── Extracted records

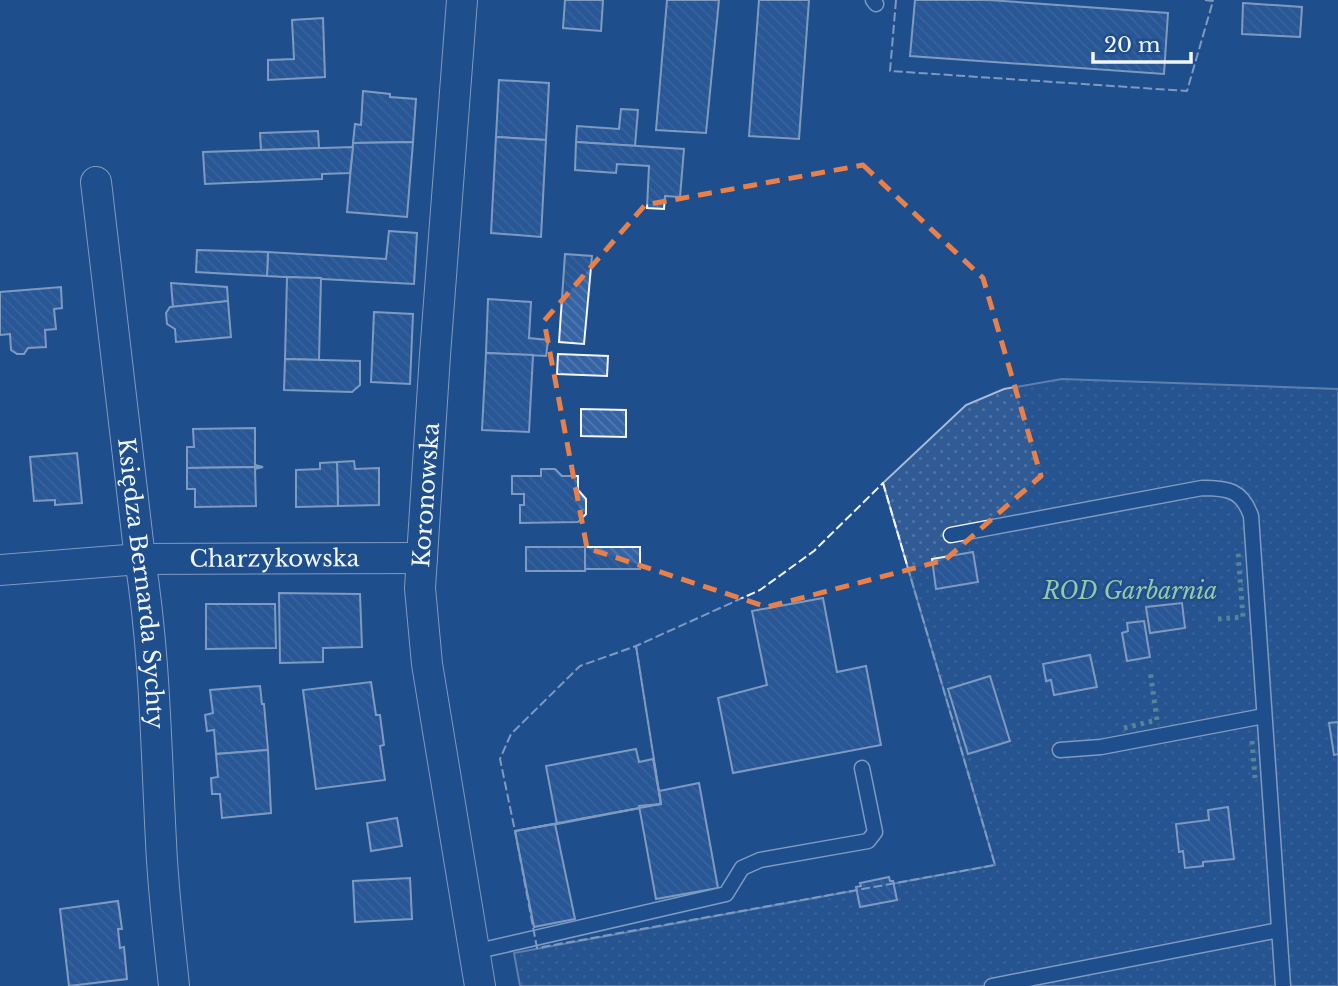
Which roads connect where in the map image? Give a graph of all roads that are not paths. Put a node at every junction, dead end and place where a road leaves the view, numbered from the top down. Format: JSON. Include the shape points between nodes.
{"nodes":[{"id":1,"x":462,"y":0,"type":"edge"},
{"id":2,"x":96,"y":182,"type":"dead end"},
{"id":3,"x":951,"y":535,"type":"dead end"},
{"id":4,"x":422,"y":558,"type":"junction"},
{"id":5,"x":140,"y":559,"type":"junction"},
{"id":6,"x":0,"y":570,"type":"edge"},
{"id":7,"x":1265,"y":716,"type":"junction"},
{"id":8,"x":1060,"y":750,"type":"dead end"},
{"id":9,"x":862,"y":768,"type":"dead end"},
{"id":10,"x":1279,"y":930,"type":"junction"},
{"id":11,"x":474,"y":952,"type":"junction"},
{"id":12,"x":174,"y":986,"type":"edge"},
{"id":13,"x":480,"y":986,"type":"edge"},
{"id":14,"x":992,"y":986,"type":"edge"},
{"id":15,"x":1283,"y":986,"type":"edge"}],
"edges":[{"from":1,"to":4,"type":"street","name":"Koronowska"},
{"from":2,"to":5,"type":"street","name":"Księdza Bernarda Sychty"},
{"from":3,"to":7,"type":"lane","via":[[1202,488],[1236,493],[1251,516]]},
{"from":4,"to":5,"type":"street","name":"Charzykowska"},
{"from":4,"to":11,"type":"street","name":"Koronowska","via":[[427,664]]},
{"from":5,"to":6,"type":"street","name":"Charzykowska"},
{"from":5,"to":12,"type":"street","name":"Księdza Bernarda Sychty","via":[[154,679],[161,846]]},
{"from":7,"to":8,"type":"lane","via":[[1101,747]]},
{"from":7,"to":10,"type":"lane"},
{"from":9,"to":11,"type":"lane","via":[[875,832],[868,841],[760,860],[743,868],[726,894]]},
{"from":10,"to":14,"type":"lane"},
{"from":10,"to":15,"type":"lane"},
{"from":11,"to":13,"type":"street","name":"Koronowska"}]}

────

Task — Among the entries, copy every line containing the word "nodes".

Answer area —
Which roads connect where in the map image? Give a graph of all roads that are not paths. Put a node at every junction, dead end and place where a road leaves the view, numbered from the top down. Format: JSON. Include the shape points between nodes.
{"nodes":[{"id":1,"x":462,"y":0,"type":"edge"},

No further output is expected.